Si la prudence est mère de sûreté, d’autant plus au lendemain d’une élection, l’électorat frontiste a peut-être manifesté dans ces régionales plus qu’une lassitude ou un mouvement d’humeur, mais bien un rejet de la ligne suivie par la présidente du parti, accusée d’avoir trop «normalisé» son programme.
Le Pen, Macron, Bertrand, même combat?
Depuis l’échec de l’élection présidentielle de 2017, Marine Le Pen est pointée du doigt pour avoir mis un peu trop d’eau dans son vin. Une «normalisation», prolongement de la «dédiabolisation», incarnée par plusieurs mesures comme celles du refus de sortir de l’euro et de l’espace Schengen. Plus largement, c’est la distance prise par la présidente du RN sur les polémiques et débats autour de l’immigration ou de l’identité nationale qui lui est reprochée par une partie de ses militants, des membres de son appareil ou d’anciens cadres du RN. À l’exemple de Gilbert Collard ou de Jean Messiha, dont les dissensions ont été relevées par le JDD au cours de l’entre-deux-tours des Régionales.
«L’idée des stratèges de Marine Le Pen est de ne pas froisser le système sur l’Union européenne, l’islam, l’immigration. Si vous voulez devenir un parti du système, ne vous étonnez pas de prendre la même claque que le système!», confiait l’ancien membre du RN au Journal Du Dimanche.
Normaliser son discours, lisser ses aspérités les plus radicales pour «rassurer» une partie d’un électorat qui ne lui est pas acquis et demeurerait craintif de son exercice du pouvoir: une stratégie risquée, car, jeu électoral oblige, Marine Le Pen pourrait perdre ailleurs ce qu’elle gagne ici. Ce qu’analysait récemment un certain Éric Zemmour, potentiel candidat à l’élection présidentielle, au cours d’un long entretien donné à la chaîne Livre Noir.
«En vérité, il n’y a plus de différence aujourd’hui entre son discours et celui d’Emmanuel Macron ou de Xavier Bertrand», avait déclaré le polémiste, critiquant également sa stratégie de vouer «aux gémonies ceux qui critiquent l’islam, ou parlent du “Grand remplacement”».

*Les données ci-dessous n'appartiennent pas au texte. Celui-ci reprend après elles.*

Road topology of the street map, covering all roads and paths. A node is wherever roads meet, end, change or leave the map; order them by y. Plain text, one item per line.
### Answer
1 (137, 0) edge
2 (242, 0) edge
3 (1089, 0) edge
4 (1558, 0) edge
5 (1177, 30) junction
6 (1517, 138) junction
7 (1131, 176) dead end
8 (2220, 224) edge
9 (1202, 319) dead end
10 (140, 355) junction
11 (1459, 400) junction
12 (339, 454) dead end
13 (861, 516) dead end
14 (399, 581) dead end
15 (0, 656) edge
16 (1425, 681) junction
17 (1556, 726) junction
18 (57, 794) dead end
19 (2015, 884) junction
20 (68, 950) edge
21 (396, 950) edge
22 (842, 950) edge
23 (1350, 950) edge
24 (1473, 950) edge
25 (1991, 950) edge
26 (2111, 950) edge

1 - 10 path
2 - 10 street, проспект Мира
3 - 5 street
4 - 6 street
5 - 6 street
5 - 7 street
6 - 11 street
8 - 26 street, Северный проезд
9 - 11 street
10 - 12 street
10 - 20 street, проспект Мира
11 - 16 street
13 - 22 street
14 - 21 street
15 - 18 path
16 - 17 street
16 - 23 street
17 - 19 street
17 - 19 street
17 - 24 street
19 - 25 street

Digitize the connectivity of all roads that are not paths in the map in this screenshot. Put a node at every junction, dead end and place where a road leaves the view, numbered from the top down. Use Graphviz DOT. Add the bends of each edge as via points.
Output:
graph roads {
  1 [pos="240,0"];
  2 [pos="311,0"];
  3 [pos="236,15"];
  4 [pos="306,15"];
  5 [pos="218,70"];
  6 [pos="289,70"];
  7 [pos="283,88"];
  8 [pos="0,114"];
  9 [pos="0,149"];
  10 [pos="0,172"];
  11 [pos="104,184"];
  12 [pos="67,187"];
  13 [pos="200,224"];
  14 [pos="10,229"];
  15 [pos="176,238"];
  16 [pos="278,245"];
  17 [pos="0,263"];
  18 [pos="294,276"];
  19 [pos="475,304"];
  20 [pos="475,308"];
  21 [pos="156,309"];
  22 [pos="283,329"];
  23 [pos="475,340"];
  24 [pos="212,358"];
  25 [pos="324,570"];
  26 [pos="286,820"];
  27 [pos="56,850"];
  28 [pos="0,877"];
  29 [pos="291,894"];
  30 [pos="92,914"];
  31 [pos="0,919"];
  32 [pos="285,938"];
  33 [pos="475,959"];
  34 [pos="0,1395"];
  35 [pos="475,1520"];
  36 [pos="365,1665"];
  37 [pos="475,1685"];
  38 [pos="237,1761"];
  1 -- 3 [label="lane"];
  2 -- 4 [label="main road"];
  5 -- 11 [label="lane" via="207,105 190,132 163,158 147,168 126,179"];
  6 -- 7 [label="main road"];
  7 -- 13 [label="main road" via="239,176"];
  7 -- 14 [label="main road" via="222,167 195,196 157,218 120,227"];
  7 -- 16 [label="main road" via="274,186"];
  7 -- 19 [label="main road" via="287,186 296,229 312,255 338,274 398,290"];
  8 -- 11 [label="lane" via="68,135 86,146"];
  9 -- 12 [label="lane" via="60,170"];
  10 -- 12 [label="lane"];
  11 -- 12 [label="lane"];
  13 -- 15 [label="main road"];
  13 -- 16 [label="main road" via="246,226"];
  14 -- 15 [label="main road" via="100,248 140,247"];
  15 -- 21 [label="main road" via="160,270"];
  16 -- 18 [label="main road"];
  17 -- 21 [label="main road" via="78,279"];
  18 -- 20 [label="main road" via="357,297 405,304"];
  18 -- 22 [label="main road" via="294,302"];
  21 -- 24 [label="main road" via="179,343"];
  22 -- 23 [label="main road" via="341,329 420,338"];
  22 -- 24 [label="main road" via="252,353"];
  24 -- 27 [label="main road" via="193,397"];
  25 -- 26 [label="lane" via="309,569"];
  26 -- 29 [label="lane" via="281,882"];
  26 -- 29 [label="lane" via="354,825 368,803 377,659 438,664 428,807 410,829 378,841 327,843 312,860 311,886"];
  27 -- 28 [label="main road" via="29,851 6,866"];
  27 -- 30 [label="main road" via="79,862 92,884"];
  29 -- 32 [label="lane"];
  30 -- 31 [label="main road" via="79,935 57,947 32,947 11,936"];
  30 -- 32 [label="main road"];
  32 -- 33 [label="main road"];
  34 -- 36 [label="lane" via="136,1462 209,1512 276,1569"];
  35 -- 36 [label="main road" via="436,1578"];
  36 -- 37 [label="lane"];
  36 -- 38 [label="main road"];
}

Quoi qu’il en soit, les résultats de ce dimanche risquent d’impacter l’élection présidentielle de 2022, ne serait-ce qu’en entamant la dynamique électorale de la présidente du RN. Cette dernière, au lendemain du premier tour des élections régionales, confiait sur France Info qu’une défaite aux régionales rendrait «moins puissant» le parti pour 2022. «Il faudra probablement recréer une dynamique qui aurait été quasi automatique avec de très bons résultats aux Régionales du Rassemblement national. Mais on la recréera», précisait-elle. À n’en pas douter, la crainte de voir un concurrent direct, au hasard, Éric Zemmour, risque de s’accentuer.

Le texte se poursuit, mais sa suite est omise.